A presidente da SUM, Ivonete Eunízia dos Santos, destacou o valor histórico da peça, que poderá ser apreciada pelos visitantes. “Trata-se de um patrimônio do Brasil, da Bahia e de Lençóis”, afirmou.
A chegada da réplica ocorre durante a 173ª Festa de Nosso Senhor dos Passos, padroeiro dos garimpeiros da cidade. O garimpo de diamantes em Lençóis começou em 1845 e foi proibido em 1996.
O carbonato original tinha 3,245 quilates e foi encontrado pelo garimpeiro Sérgio Borges de Carvalho no garimpo do Brejo da Lama. Com a mesma composição do diamante, mas sem cristalização, é conhecido como “diamante negro”. Após sua descoberta, a pedra foi comprada por negociantes franceses e levada para Paris, onde foi moldada em metal antes de ser enviada para a Inglaterra.
O pesquisador da Universidade de Feira de Santana, Roy Funch, mediou a doação da réplica.
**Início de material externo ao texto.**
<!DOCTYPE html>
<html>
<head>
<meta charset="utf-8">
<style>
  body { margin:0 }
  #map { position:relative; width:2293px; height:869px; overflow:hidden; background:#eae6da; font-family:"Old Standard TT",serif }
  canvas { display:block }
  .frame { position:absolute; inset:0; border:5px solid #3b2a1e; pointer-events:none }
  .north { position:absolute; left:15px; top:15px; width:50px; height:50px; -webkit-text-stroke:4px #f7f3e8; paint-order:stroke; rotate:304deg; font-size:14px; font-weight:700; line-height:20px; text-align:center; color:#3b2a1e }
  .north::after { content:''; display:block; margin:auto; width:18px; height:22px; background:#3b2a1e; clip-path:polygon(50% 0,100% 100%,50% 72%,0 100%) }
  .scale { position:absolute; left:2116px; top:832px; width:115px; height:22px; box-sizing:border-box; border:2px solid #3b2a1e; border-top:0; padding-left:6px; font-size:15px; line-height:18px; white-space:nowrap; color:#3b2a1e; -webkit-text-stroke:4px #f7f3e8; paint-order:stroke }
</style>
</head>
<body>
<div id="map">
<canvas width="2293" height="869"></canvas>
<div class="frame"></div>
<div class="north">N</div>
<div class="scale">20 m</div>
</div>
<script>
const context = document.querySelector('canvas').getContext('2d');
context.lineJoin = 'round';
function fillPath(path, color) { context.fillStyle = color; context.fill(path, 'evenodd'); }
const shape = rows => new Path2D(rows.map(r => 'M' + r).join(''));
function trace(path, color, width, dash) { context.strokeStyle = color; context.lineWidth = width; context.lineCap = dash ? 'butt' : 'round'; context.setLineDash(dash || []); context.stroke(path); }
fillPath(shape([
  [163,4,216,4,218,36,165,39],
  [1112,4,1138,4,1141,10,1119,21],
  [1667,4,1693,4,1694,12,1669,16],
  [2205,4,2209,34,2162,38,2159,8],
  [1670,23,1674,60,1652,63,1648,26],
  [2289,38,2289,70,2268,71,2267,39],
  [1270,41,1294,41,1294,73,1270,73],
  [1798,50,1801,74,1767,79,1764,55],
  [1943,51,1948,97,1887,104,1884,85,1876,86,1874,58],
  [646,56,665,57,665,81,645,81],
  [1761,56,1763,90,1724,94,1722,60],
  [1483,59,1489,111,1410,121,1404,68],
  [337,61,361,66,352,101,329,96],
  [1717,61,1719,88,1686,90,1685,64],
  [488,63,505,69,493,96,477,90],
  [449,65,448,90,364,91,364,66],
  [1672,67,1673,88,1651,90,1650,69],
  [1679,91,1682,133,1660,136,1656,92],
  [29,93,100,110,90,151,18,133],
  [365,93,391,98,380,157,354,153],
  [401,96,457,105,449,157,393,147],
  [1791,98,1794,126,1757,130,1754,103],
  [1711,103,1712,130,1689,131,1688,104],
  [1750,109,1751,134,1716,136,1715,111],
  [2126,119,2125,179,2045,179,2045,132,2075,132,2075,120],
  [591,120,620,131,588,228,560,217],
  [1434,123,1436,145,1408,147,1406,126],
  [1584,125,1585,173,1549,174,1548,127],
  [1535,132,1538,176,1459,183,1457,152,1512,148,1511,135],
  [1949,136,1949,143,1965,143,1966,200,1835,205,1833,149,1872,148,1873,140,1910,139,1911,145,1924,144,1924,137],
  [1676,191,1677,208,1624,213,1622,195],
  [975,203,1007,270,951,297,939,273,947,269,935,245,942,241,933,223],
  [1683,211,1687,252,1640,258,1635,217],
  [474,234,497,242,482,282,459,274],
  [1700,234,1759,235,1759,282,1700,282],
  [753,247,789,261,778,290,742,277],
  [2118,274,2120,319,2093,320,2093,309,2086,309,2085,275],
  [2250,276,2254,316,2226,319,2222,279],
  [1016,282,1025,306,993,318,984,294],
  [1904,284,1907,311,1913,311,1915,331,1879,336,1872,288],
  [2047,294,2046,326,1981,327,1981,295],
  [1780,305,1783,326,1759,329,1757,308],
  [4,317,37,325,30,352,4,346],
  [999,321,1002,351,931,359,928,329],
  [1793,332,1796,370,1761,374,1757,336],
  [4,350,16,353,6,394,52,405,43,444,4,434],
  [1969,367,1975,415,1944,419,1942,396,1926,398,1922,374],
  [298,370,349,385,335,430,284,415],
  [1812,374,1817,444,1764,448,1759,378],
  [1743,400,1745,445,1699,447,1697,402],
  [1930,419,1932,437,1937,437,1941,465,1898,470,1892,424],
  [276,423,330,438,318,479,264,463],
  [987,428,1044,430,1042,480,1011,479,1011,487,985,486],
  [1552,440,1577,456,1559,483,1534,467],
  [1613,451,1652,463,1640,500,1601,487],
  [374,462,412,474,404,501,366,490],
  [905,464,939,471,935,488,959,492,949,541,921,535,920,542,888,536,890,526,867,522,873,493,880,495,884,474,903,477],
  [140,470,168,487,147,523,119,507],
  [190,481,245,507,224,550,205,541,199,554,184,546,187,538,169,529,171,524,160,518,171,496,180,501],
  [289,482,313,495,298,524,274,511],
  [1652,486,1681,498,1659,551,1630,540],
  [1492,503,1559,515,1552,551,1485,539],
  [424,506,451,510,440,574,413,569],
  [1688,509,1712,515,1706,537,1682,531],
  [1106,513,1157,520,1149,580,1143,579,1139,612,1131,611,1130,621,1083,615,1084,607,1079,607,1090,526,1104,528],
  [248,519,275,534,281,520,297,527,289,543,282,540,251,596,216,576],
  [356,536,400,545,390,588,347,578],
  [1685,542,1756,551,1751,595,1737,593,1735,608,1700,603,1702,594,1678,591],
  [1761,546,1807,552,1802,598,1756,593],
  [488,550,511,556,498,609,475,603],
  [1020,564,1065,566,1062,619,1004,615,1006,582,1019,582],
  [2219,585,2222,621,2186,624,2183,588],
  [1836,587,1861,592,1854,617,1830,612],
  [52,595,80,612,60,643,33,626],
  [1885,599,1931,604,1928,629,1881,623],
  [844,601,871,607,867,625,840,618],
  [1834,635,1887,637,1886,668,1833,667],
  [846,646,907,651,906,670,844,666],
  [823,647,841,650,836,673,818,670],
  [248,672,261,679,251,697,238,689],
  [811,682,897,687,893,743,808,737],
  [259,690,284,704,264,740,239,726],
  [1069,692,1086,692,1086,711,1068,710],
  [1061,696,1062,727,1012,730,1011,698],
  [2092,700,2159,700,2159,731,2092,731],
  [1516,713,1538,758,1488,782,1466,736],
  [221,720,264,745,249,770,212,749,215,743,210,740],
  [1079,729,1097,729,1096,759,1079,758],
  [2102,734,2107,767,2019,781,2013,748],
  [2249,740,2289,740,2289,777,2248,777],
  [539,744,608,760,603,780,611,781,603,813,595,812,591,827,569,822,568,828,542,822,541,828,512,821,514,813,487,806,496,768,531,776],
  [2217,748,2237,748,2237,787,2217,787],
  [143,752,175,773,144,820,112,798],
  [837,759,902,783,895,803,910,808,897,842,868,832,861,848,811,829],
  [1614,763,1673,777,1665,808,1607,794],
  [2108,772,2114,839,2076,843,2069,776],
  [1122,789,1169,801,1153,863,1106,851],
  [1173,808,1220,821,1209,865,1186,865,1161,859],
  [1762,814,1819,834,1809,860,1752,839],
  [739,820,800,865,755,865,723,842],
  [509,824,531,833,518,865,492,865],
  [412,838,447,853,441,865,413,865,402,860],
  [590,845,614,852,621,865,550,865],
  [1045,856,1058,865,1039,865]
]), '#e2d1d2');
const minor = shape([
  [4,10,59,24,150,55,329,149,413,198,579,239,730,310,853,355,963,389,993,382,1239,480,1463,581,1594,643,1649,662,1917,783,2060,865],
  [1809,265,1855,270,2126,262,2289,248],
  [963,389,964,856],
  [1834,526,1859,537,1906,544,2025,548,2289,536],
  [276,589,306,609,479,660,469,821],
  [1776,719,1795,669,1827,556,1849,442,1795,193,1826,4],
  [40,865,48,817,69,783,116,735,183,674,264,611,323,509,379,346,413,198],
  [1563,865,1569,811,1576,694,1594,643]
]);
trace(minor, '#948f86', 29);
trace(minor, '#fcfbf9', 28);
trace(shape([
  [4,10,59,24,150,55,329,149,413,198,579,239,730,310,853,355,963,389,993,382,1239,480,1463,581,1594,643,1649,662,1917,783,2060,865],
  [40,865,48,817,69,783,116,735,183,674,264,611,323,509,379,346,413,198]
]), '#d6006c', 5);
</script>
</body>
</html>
Segundo ele, a peça foi reencontrada pelo professor Farges em 2023, levando à decisão de produzir uma nova cópia em impressão 3D para envio a Lençóis. A primeira tentativa de envio fracassou devido a entraves alfandegários, mas uma nova remessa, identificada como presente, foi liberada em dezembro após pagamento de taxas.
A réplica do carbonato ficará exposta no Memorial do Garimpeiro, na sede da Sociedade União dos Mineiros, localizada na Avenida 7 de Setembro, 106, no centro de Lençóis.